Power of Music: Out of this World Kick Off Speaker

Saturday & Sunday, September 21 and 22
The organizers of the newest installation of the Duncan Littlefair Great Speaker Series knew when they planned their event that its kick off had to be something truly out of this world to compete with ArtPrize.  

Sure, the kick off night of the Power of Music, referred to as the “Prologue,” is a free public screening of the very first best picture Academy Award winner Wings (1927), and this silent classic will be accompanied by the original score, Catherine the Great, played on the church’s Austin/Allen Pipe Organ by Dr. Steven Ball – a scholar with extensive study in the area of pipe music and cinema.

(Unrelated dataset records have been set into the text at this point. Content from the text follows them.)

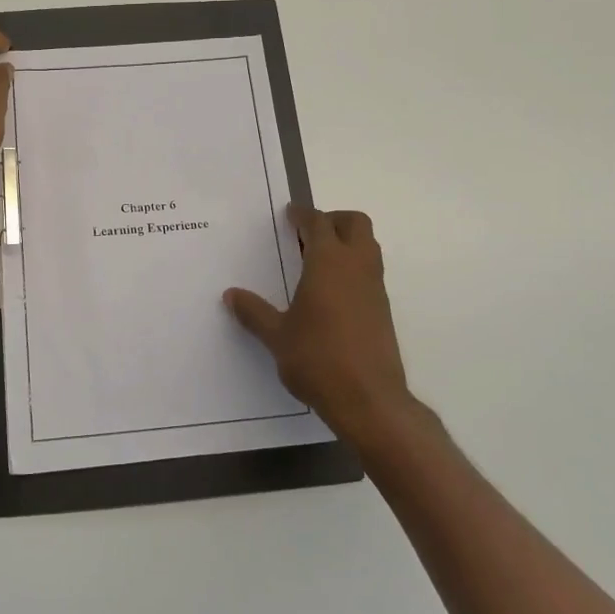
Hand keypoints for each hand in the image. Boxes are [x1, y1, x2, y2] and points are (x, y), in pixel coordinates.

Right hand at [226, 205, 419, 447]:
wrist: (369, 400)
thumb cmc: (317, 359)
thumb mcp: (276, 336)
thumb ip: (254, 312)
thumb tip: (231, 295)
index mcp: (328, 263)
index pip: (319, 223)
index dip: (303, 214)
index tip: (290, 213)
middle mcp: (357, 267)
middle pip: (355, 223)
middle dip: (333, 220)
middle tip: (307, 234)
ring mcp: (375, 288)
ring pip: (368, 246)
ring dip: (346, 243)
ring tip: (316, 262)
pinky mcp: (383, 310)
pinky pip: (370, 272)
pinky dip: (353, 268)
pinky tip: (330, 293)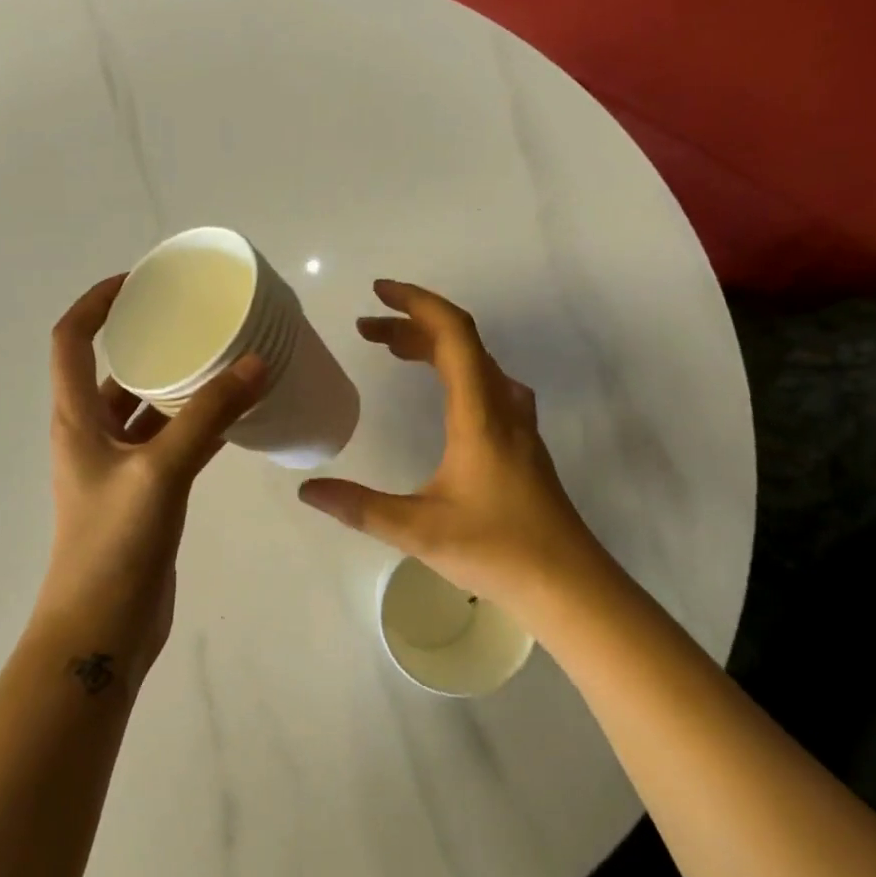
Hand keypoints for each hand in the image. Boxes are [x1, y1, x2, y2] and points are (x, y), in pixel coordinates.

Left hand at [33, 276, 266, 683]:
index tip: (139, 281)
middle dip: (149, 340)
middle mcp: (91, 435)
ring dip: (178, 386)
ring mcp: (118, 468)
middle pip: (113, 370)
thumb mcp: (160, 472)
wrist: (101, 629)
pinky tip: (232, 418)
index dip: (97, 303)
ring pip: (147, 410)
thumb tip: (256, 364)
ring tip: (223, 360)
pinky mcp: (144, 495)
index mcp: (76, 419)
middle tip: (197, 319)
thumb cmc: (114, 544)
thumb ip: (208, 418)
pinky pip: (170, 444)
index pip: (71, 340)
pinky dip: (195, 426)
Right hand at [297, 280, 603, 613]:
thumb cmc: (496, 550)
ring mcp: (518, 424)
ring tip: (393, 351)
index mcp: (479, 414)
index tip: (378, 292)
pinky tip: (443, 393)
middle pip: (461, 342)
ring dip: (434, 346)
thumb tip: (307, 490)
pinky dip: (455, 370)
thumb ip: (360, 507)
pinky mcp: (522, 443)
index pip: (453, 334)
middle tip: (366, 330)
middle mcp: (502, 406)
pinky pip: (486, 384)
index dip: (416, 303)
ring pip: (476, 362)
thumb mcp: (418, 530)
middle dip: (411, 326)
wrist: (568, 583)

This night will enable people to experience firsthand how their relatives experienced cinema in the early days of film history, as most old theatres used to have an organ in the house.

But the real power of this program is the chance to enjoy a lecture/presentation by the Academy Award Winning film editor Richard Chew at the Sunday night Chapter One: Sound and Vision – The Art of Music in Movies (underwritten by Celebration! Cinemas).

Chew, born of Chinese immigrant parents in Los Angeles, went on to work over four decades on such ground-breaking films as Risky Business, My Favorite Year, and One Flew Over the Cuckoo’s Nest. He won an Oscar for his work on Star Wars: A New Hope in 1977.

On Monday and Tuesday, Chew has selected two films to screen for free at Celebration! Cinema North and will then conduct a brief lecture about the films’ importance. For Monday, he selected to run the popular Risky Business (a film he edited and Tom Cruise became a household name after dancing in his undies to Bob Seger). The following night, The Intouchables, a film he admires for its use of music, will be screened for free, and immediately after, an informal lecture on the film will commence.

The inspiration for this new series came as a result of the DLGSS asking lifelong friends of Duncan what they could do to further enhance his legacy. It was almost unanimous that Duncan, in his private time with his friends, would turn their conversations to music and art.

“As our committee member Ruth Stein dug deeper with his friends, she discovered that Duncan believed artists were the vanguards of our society. But how do we illustrate that?” says DLGSS’ Ryan Kilpatrick, “Once we decided the series had to be about creation, the rest was easy. As we launch, the first round is devoted to music. We all have a perceived soundtrack to our lives. Everyone just naturally connects with music.”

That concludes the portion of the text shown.